The result has been massive de-industrialization and precarity with devastating results for workers’ communities: unemployment, poverty, home evictions, broken families and addiction to alcohol and drugs.
The phenomenon of extreme right is not limited to the USA, it is wide spread over all “democratic” countries, as is neo-liberalism that produced it. In the Netherlands, Pim Fortuyn was the first to exploit popular dissatisfaction with “multicultural society” and the dismantling of the welfare state. Now we have Geert Wilders in the Netherlands; “Front National” in France, Pegida and AfD in Germany.
We have seen that the Left, in contrast, is incapable of attracting the working class that is victims of neoliberalism, and we have seen why: the middle classes origin of the diverting themes in its program and of its rank-and-file membership and most of its elites. More and more parts of the proletariat don’t trust the program of the Left, nor its leaders. By lack of a proletarian alternative a part of the working class orients it self to extreme parties (or factions of parties, as in the USA) that express a middle-class revolt against neoliberalism.
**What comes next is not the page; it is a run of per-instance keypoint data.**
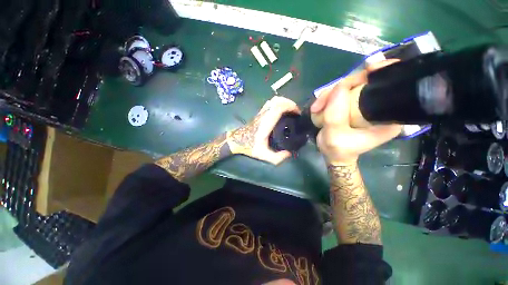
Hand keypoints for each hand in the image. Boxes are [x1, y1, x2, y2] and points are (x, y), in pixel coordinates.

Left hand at [227, 96, 300, 164]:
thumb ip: (276, 158)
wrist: (237, 140)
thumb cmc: (249, 146)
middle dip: (290, 103)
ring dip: (284, 102)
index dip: (290, 107)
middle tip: (296, 112)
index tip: (298, 113)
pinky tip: (282, 112)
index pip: (278, 108)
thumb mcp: (263, 155)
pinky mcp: (260, 113)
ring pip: (273, 100)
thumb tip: (289, 154)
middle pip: (277, 100)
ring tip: (291, 111)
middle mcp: (264, 115)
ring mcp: (261, 113)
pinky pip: (270, 104)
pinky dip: (279, 104)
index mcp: (266, 123)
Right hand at [311, 60, 401, 164]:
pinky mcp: (351, 104)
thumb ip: (336, 114)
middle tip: (320, 104)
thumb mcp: (336, 135)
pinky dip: (326, 99)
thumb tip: (337, 89)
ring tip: (316, 109)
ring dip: (328, 96)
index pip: (389, 87)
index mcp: (386, 116)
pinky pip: (338, 94)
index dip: (381, 73)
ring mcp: (362, 104)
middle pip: (362, 83)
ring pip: (346, 87)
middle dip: (339, 89)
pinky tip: (318, 109)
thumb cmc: (339, 149)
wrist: (334, 154)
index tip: (370, 68)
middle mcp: (378, 106)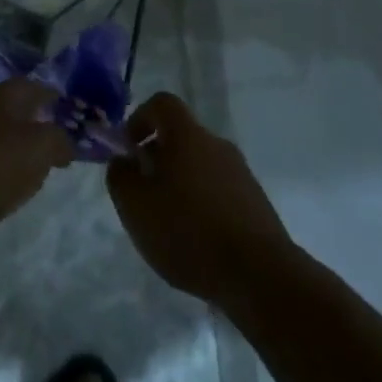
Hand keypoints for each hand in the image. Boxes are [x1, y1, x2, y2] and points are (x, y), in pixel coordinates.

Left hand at [0, 79, 73, 258]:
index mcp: (1, 96)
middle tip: (57, 144)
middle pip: (13, 109)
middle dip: (35, 123)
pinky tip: (5, 187)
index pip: (32, 86)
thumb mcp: (38, 149)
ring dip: (16, 148)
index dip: (53, 96)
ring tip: (36, 169)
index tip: (72, 112)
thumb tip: (64, 142)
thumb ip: (58, 140)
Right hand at [105, 93, 292, 307]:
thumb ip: (120, 176)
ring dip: (180, 185)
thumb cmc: (188, 231)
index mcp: (188, 136)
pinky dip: (202, 206)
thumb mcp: (135, 205)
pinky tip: (196, 241)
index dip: (140, 118)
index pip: (162, 104)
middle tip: (143, 194)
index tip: (129, 149)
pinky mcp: (257, 204)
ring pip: (200, 167)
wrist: (261, 277)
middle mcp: (218, 146)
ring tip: (169, 223)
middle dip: (158, 159)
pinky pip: (219, 192)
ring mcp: (242, 175)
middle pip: (181, 138)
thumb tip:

Towards a rebellion of the proletariat

This clearly doesn’t help to stop the attacks on the working and unemployed, on the contrary. It is not by supporting a middle-class program - be it left of right in the spectrum of bourgeois politics - that the proletariat can defend itself. The working class can only defend itself by struggling directly for its own class interests against capital. Only in this struggle for wages and unemployment benefits, against redundancies and worsening working conditions, agains police violence and the whole racist mechanism of courts, judges and prisons, the working class can do away with its actual “realism”. The charade of elections offers only one of the ‘realistic choices’, the other being that of trade-unionism and other struggles for just a part of the proletariat, struggles on the false grounds of ‘human’ or ‘democratic rights.’ This ‘realism’ makes the proletariat receptacle for ‘easy solutions’ that don’t work, and shortcuts that lead to more misery. Only in its struggle for class aims it can develop its own rebellion against capital, remembering that its class is pushed outside society, that it can look at capitalism from an outsider view to see that as a worldwide class suffering exploitation and domination, it is producing all the wealth of the world, while it receives only a small part of this production. Only in this struggle, extending to parts of the class it was divided from by kinds of labor contract, by trade union, color, national origin, religion and language, uniting as one fighting whole, the proletariat will be able to show the middle class it has a future for humanity. And not the other way around, as now, the workers and unemployed choosing for of right of left middle class programs, that finally always will accept capitalism and wage slavery.
Fredo Corvo, 24-11-2016

Notes

(1) See Charly Post “The Republicans Have Been Trumped.”
(2) See for an extensive argumentation John Clegg “Black Representation After Ferguson.”
(3) See for more Henri Simon “Etats-Unis. L’affaiblissement relatif du ‘maître du monde’ ” Echanges n° 156 (summer 2016).